■ WORK TASK: Search the data for "fillStyle". Return each matching line.

■ Dataset items:
----------
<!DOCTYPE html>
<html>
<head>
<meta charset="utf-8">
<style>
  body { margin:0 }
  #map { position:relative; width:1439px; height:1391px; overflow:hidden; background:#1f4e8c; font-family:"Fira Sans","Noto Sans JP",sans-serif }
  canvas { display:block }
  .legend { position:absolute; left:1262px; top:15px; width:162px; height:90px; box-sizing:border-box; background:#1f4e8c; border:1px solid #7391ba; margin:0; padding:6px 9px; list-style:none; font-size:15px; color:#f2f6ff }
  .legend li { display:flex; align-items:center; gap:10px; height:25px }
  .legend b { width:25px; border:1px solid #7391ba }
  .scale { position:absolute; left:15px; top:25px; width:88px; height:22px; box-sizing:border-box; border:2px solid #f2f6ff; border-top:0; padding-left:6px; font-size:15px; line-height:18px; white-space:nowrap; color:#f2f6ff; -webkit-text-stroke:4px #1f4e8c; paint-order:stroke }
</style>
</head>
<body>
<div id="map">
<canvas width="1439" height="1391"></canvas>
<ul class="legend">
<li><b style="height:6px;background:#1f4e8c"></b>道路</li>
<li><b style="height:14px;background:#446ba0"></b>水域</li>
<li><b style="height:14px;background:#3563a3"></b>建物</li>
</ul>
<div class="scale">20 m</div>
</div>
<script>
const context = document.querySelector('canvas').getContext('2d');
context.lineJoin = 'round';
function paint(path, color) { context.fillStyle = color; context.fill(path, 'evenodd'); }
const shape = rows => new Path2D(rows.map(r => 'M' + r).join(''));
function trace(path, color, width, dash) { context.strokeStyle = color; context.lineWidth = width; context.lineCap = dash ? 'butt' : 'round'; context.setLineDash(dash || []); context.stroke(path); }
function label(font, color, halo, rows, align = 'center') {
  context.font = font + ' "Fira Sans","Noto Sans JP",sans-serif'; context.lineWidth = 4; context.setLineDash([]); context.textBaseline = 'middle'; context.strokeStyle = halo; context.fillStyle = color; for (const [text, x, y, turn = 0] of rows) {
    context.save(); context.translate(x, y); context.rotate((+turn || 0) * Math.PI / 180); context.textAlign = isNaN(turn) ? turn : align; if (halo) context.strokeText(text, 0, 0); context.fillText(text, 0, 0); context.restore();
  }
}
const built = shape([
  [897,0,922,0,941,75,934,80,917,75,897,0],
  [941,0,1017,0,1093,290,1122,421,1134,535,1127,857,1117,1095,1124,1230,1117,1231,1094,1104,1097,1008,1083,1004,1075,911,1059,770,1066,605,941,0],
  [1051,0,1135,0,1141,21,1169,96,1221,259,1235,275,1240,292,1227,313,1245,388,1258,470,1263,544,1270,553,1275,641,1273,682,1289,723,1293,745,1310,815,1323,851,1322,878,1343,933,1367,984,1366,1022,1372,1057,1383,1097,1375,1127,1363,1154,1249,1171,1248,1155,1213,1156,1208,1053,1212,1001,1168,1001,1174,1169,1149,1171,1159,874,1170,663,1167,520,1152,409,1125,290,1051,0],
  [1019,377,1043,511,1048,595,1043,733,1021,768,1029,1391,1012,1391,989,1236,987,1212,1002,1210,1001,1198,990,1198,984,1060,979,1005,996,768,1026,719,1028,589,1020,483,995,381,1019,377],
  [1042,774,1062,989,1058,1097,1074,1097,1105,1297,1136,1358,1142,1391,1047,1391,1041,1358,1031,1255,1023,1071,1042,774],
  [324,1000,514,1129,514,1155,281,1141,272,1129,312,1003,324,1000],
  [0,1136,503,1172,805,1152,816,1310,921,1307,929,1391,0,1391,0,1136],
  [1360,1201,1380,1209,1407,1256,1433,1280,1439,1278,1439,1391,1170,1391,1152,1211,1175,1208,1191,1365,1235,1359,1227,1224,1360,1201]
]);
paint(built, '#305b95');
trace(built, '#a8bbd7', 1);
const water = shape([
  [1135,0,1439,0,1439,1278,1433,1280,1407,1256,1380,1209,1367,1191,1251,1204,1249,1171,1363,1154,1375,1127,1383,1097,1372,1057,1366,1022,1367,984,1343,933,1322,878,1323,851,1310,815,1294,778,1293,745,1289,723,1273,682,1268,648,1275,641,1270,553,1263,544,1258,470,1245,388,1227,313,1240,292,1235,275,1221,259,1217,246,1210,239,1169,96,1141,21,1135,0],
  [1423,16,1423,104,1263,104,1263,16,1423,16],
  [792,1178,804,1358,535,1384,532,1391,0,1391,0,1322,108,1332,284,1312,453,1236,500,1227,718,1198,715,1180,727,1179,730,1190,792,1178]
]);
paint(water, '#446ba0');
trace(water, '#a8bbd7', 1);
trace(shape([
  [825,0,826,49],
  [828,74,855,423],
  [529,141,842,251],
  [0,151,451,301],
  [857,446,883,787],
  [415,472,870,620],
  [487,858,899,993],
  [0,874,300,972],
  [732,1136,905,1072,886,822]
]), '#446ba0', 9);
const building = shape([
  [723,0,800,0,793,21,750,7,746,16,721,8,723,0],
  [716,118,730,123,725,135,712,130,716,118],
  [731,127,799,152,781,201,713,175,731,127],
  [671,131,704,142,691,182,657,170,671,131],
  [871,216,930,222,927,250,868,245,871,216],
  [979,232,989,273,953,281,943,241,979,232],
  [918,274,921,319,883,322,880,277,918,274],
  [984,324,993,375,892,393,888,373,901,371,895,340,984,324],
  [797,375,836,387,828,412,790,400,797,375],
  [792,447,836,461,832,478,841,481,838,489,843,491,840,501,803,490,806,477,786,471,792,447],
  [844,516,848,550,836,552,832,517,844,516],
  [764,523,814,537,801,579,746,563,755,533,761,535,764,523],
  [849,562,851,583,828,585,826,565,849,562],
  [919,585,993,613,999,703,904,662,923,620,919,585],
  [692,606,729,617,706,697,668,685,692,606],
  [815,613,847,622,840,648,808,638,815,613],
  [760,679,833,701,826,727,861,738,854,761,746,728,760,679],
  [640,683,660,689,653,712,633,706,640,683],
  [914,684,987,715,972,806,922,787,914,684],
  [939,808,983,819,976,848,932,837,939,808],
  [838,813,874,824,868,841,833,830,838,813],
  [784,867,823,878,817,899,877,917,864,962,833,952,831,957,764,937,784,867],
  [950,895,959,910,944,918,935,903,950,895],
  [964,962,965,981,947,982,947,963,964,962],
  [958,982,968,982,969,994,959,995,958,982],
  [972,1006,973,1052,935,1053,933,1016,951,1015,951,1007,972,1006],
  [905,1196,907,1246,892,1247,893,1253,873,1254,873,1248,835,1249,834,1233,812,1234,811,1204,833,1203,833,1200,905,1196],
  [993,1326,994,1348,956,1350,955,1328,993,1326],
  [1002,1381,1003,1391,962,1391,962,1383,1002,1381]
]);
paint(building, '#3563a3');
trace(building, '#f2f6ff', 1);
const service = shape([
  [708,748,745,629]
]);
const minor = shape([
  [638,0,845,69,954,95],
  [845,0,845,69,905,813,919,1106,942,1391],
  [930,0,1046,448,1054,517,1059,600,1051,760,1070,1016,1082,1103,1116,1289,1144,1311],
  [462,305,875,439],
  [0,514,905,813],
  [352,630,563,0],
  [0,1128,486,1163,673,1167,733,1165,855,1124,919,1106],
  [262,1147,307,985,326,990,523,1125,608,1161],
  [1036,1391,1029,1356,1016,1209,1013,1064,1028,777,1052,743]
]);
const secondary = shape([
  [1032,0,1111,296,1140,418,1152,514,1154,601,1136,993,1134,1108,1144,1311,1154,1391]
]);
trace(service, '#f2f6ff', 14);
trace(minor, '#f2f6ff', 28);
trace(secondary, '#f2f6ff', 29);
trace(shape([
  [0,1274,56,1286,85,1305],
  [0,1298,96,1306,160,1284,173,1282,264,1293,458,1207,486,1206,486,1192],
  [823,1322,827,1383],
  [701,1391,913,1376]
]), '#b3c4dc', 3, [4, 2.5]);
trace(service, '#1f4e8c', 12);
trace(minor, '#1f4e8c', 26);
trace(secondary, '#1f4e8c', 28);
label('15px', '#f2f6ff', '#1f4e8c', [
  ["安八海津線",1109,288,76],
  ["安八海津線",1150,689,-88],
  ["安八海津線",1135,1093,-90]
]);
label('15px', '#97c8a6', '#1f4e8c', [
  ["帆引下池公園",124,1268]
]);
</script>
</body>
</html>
----------
■ OUTPUT FOR THIS TASK:
function paint(path, color) { context.fillStyle = color; context.fill(path, 'evenodd'); }
  context.font = font + ' "Fira Sans","Noto Sans JP",sans-serif'; context.lineWidth = 4; context.setLineDash([]); context.textBaseline = 'middle'; context.strokeStyle = halo; context.fillStyle = color; for (const [text, x, y, turn = 0] of rows) {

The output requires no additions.